The bill directs modest federal funds to expand evidence‑based, school‑community substance‑use prevention and local capacity, benefiting students and prevention providers but with limited reach due to small grant sizes, added administrative burden for recipients, and a modest taxpayer cost.
Students in participating schools receive funded, evidence-based prevention programs tailored to their population, which can reduce youth substance use and misuse.
Local schools and Drug‑Free Communities coalitions receive dedicated grant funding (up to $75,000 per grant; program capped at about $7M/year) to build school–community prevention partnerships.
Grants may fund specialized training and technical assistance, improving local capacity to deliver and sustain evidence‑based prevention services.
Grant size limit ($75,000) and one‑grantee‑per‑school rule may limit reach, leaving many schools without support or with underfunded programs.
Schools and coalitions may face administrative burden to apply, report, and meet evaluation requirements, diverting staff time from other activities.
The program increases federal spending (about $7M/year), a cost borne by taxpayers and potentially requiring tradeoffs with other spending priorities.
Based on analysis of 2 sections of legislative text.
Introduced January 31, 2025 by Linda T. Sánchez · Last progress January 31, 2025
Creates a grant program at the Office of National Drug Control Policy (ONDCP) to fund school–community partnerships between Drug‑Free Communities–funded coalitions and local K–12 schools to implement evidence-based drug prevention activities. Grants are capped at $75,000 per year, renewable for up to three consecutive years, and the program is authorized at $7,000,000 annually for FY2026–FY2031 with up to 8% of those funds available for ONDCP administration.

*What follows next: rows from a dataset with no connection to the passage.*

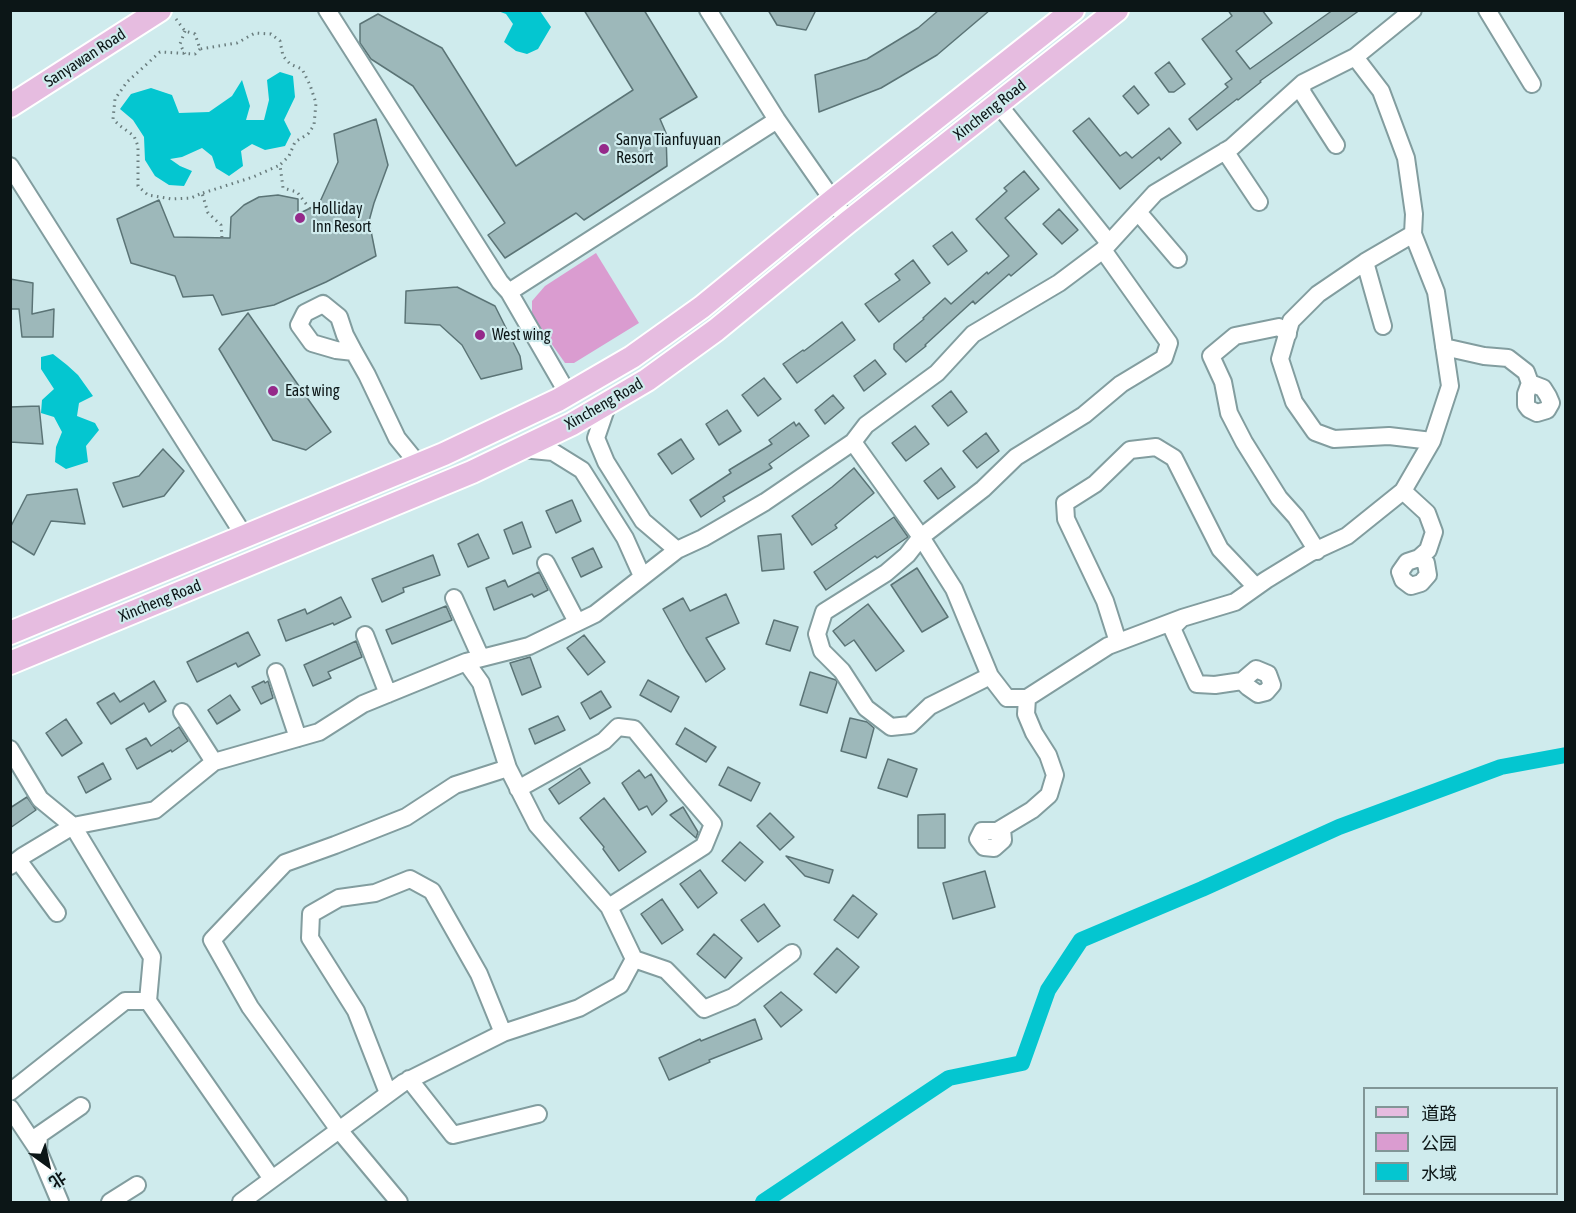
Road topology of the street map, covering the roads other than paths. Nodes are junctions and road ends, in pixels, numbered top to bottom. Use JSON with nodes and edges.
{"nodes":[{"id":1,"x":327,"y":10,"type":"edge"},
{"id":2,"x":708,"y":10,"type":"edge"},
{"id":3,"x":1073,"y":10,"type":"edge"},
{"id":4,"x":1117,"y":10,"type":"edge"},
{"id":5,"x":1413,"y":10,"type":"edge"},
{"id":6,"x":1487,"y":10,"type":"edge"},
{"id":7,"x":168,"y":14,"type":"edge"},
{"id":8,"x":1355,"y":57,"type":"junction"},
{"id":9,"x":1303,"y":83,"type":"junction"},
{"id":10,"x":1532,"y":84,"type":"dead end"},
{"id":11,"x":998,"y":104,"type":"junction"},
{"id":12,"x":10,"y":106,"type":"edge"},
{"id":13,"x":777,"y":120,"type":"junction"},
{"id":14,"x":1336,"y":145,"type":"dead end"},
{"id":15,"x":1225,"y":151,"type":"junction"},
{"id":16,"x":10,"y":166,"type":"edge"},
{"id":17,"x":833,"y":200,"type":"junction"},
{"id":18,"x":1259,"y":202,"type":"dead end"},
{"id":19,"x":1138,"y":212,"type":"junction"},
{"id":20,"x":848,"y":222,"type":"junction"},
{"id":21,"x":1413,"y":234,"type":"junction"},
{"id":22,"x":1106,"y":246,"type":"junction"},
{"id":23,"x":1178,"y":259,"type":"dead end"},
{"id":24,"x":1365,"y":262,"type":"junction"},
{"id":25,"x":509,"y":292,"type":"junction"},
{"id":26,"x":1383,"y":326,"type":"dead end"},
{"id":27,"x":1288,"y":334,"type":"junction"},
{"id":28,"x":1444,"y":347,"type":"junction"},
{"id":29,"x":354,"y":351,"type":"dead end"},
{"id":30,"x":1530,"y":383,"type":"dead end"},
{"id":31,"x":568,"y":394,"type":"junction"},
{"id":32,"x":608,"y":403,"type":"junction"},
{"id":33,"x":1432,"y":441,"type":"junction"},
{"id":34,"x":853,"y":442,"type":"junction"},
{"id":35,"x":520,"y":449,"type":"junction"},
{"id":36,"x":419,"y":465,"type":"junction"},
{"id":37,"x":1403,"y":491,"type":"junction"},
{"id":38,"x":244,"y":537,"type":"junction"},
{"id":39,"x":921,"y":537,"type":"junction"},
{"id":40,"x":677,"y":550,"type":"junction"},
{"id":41,"x":1317,"y":551,"type":"junction"},
{"id":42,"x":1419,"y":558,"type":"dead end"},
{"id":43,"x":546,"y":563,"type":"dead end"},
{"id":44,"x":642,"y":576,"type":"junction"},
{"id":45,"x":1256,"y":587,"type":"junction"},
{"id":46,"x":454,"y":598,"type":"dead end"},
{"id":47,"x":1182,"y":618,"type":"junction"},
{"id":48,"x":577,"y":622,"type":"junction"},
{"id":49,"x":10,"y":633,"type":"edge"},
{"id":50,"x":365,"y":635,"type":"dead end"},
{"id":51,"x":1118,"y":642,"type":"junction"},
{"id":52,"x":473,"y":660,"type":"junction"},
{"id":53,"x":10,"y":663,"type":"edge"},
{"id":54,"x":276,"y":672,"type":"dead end"},
{"id":55,"x":990,"y":676,"type":"junction"},
{"id":56,"x":1242,"y":681,"type":"dead end"},
{"id":57,"x":388,"y":694,"type":"junction"},
{"id":58,"x":1028,"y":698,"type":"junction"},
{"id":59,"x":182,"y":712,"type":"dead end"},
{"id":60,"x":298,"y":738,"type":"junction"},
{"id":61,"x":10,"y":750,"type":"edge"},
{"id":62,"x":214,"y":762,"type":"junction"},
{"id":63,"x":508,"y":768,"type":"junction"},
{"id":64,"x":518,"y":789,"type":"junction"},
{"id":65,"x":73,"y":826,"type":"junction"},
{"id":66,"x":1002,"y":829,"type":"dead end"},
{"id":67,"x":14,"y":863,"type":"edge"},
{"id":68,"x":609,"y":907,"type":"junction"},
{"id":69,"x":57,"y":913,"type":"dead end"},
{"id":70,"x":792,"y":953,"type":"dead end"},
{"id":71,"x":634,"y":959,"type":"junction"},
{"id":72,"x":148,"y":1001,"type":"junction"},
{"id":73,"x":503,"y":1033,"type":"junction"},
{"id":74,"x":409,"y":1079,"type":"junction"},
{"id":75,"x":10,"y":1092,"type":"edge"},
{"id":76,"x":388,"y":1094,"type":"junction"},
{"id":77,"x":81,"y":1106,"type":"dead end"},
{"id":78,"x":10,"y":1108,"type":"edge"},
{"id":79,"x":538,"y":1114,"type":"dead end"},
{"id":80,"x":339,"y":1130,"type":"junction"},
{"id":81,"x":38,"y":1150,"type":"junction"},
{"id":82,"x":272,"y":1179,"type":"junction"},
{"id":83,"x":137,"y":1185,"type":"dead end"},
{"id":84,"x":60,"y":1203,"type":"edge"},
{"id":85,"x":110,"y":1203,"type":"edge"},
{"id":86,"x":241,"y":1203,"type":"edge"},
{"id":87,"x":399,"y":1203,"type":"edge"}],
"edges":[{"from":1,"to":25,"type":"street"},
{"from":2,"to":13,"type":"street"},
{"from":3,"to":17,"type":"main road","name":"Xincheng Road"},
{"from":4,"to":11,"type":"main road","name":"Xincheng Road"},
{"from":5,"to":8,"type":"street"},
{"from":6,"to":10,"type":"street"},
{"from":7,"to":12,"type":"main road","name":"Sanyawan Road"},
{"from":8,"to":9,"type":"street"},
{"from":8,"to":21,"type":"street"},
{"from":9,"to":14,"type":"street"},
{"from":9,"to":15,"type":"street"},
{"from":11,"to":20,"type":"main road","name":"Xincheng Road"},
{"from":11,"to":22,"type":"street"},
{"from":13,"to":17,"type":"street"},
{"from":13,"to":25,"type":"street"},
{"from":15,"to":18,"type":"street"},
{"from":15,"to":19,"type":"street"},
{"from":16,"to":38,"type":"street"},
{"from":17,"to":20,"type":"street"},
{"from":17,"to":31,"type":"main road","name":"Xincheng Road"},
{"from":19,"to":22,"type":"street"},
{"from":19,"to":23,"type":"street"},
{"from":20,"to":32,"type":"main road","name":"Xincheng Road"},
{"from":21,"to":24,"type":"street"},
{"from":21,"to":28,"type":"street"},
{"from":22,"to":34,"type":"street"},
{"from":22,"to":39,"type":"street"},
{"from":24,"to":26,"type":"street"},
{"from":24,"to":27,"type":"street"},
{"from":25,"to":31,"type":"street"},
{"from":27,"to":33,"type":"street"},
{"from":27,"to":41,"type":"street"},
{"from":28,"to":30,"type":"street"},
{"from":28,"to":33,"type":"street"},
{"from":29,"to":36,"type":"street"},
{"from":31,"to":36,"type":"main road","name":"Xincheng Road"},
{"from":32,"to":35,"type":"main road","name":"Xincheng Road"},
{"from":32,"to":40,"type":"street"},
{"from":33,"to":37,"type":"street"},
{"from":34,"to":39,"type":"street"},
{"from":34,"to":40,"type":"street"},
{"from":35,"to":44,"type":"street"},
{"from":35,"to":53,"type":"main road","name":"Xincheng Road"},
{"from":36,"to":38,"type":"main road","name":"Xincheng Road"},
{"from":37,"to":41,"type":"street"},
{"from":37,"to":42,"type":"street"},
{"from":38,"to":49,"type":"main road","name":"Xincheng Road"},
{"from":39,"to":55,"type":"street"},
{"from":39,"to":55,"type":"street"},
{"from":40,"to":44,"type":"street"},
{"from":41,"to":45,"type":"street"},
{"from":43,"to":48,"type":"street"},
{"from":44,"to":48,"type":"street"},
{"from":45,"to":47,"type":"street"},
{"from":45,"to":51,"type":"street"},
{"from":46,"to":52,"type":"street"},
{"from":47,"to":51,"type":"street"},
{"from":47,"to":56,"type":"street"},
{"from":48,"to":52,"type":"street"},
{"from":50,"to":57,"type":"street"},
{"from":51,"to":58,"type":"street"},
{"from":52,"to":57,"type":"street"},
{"from":52,"to":63,"type":"street"},
{"from":54,"to":60,"type":"street"},
{"from":55,"to":58,"type":"street"},
{"from":57,"to":60,"type":"street"},
{"from":58,"to":66,"type":"street"},
{"from":59,"to":62,"type":"street"},
{"from":60,"to":62,"type":"street"},
{"from":61,"to":65,"type":"street"},
{"from":62,"to":65,"type":"street"},
{"from":63,"to":64,"type":"street"},
{"from":63,"to":80,"type":"street"},
{"from":64,"to":68,"type":"street"},
{"from":64,"to":68,"type":"street"},
{"from":65,"to":67,"type":"street"},
{"from":65,"to":72,"type":"street"},
{"from":67,"to":69,"type":"street"},
{"from":68,"to":71,"type":"street"},
{"from":70,"to":71,"type":"street"},
{"from":71,"to":73,"type":"street"},
{"from":72,"to":75,"type":"street"},
{"from":72,"to":82,"type":"street"},
{"from":73,"to":74,"type":"street"},
{"from":73,"to":76,"type":"street"},
{"from":74,"to":76,"type":"street"},
{"from":74,"to":79,"type":"street"},
{"from":76,"to":80,"type":"street"},
{"from":77,"to":81,"type":"street"},
{"from":78,"to":81,"type":"street"},
{"from":80,"to":82,"type":"street"},
{"from":80,"to":87,"type":"street"},
{"from":81,"to":84,"type":"street"},
{"from":82,"to":86,"type":"street"},
{"from":83,"to":85,"type":"street"}]}
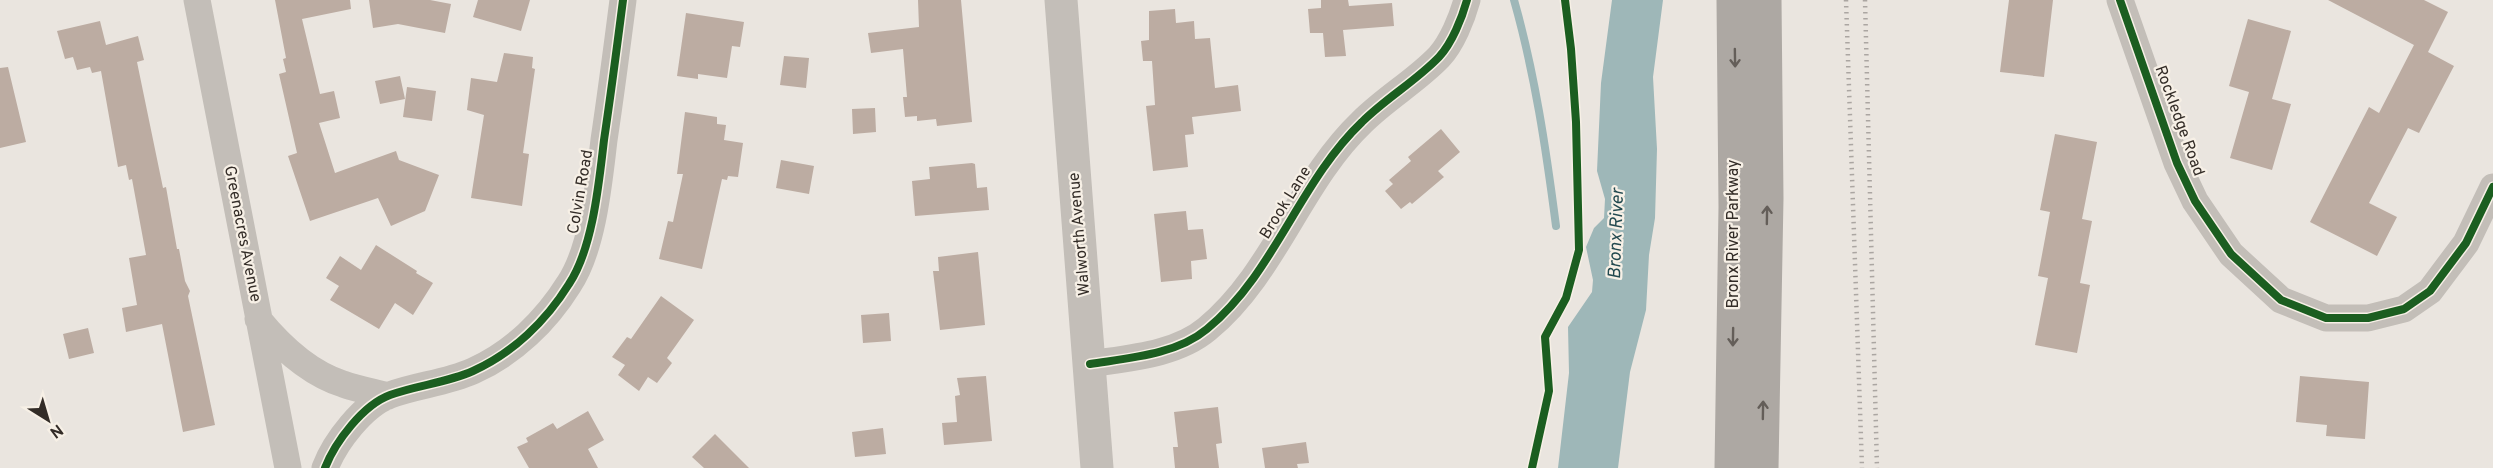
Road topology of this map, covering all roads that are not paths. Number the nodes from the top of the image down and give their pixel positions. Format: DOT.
graph roads {
  1 [pos="197,0"];
  2 [pos="623,0"];
  3 [pos="1061,0"];
  4 [pos="1467,0"];
  5 [pos="1733,0"];
  6 [pos="1766,0"];
  7 [pos="2120,0"];
  8 [pos="2493,187"];
  9 [pos="257,318"];
  10 [pos="1090,364"];
  11 [pos="388,396"];
  12 [pos="288,468"];
  13 [pos="325,468"];
  14 [pos="1097,468"];
  15 [pos="1731,468"];
  16 [pos="1762,468"];
  1 -- 9 [label="street, Greenacres Avenue"];
  2 -- 11 [label="street, Colvin Road"];
  3 -- 10 [label="street, Walworth Avenue"];
  4 -- 10 [label="street, Brook Lane"];
  5 -- 15 [label="highway, Bronx River Parkway, one-way"];
  16 -- 6 [label="highway, Bronx River Parkway, one-way"];
  7 -- 8 [label="street, Rockledge Road"];
  9 -- 11 [label="street, Colvin Road"];
  9 -- 12 [label="street, Greenacres Avenue"];
  10 -- 14 [label="street, Walworth Avenue"];
  11 -- 13 [label="street, Colvin Road"];
}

Eligible coalitions must have a memorandum of understanding (MOU) with at least one local school and submit an application and implementation plan in the form and timeline the Director requires. Grant funds must supplement, not supplant, other federal or non‑federal funds; may be used for program implementation and specialized training; and are subject to evaluation requirements already applied to Drug‑Free Communities grants.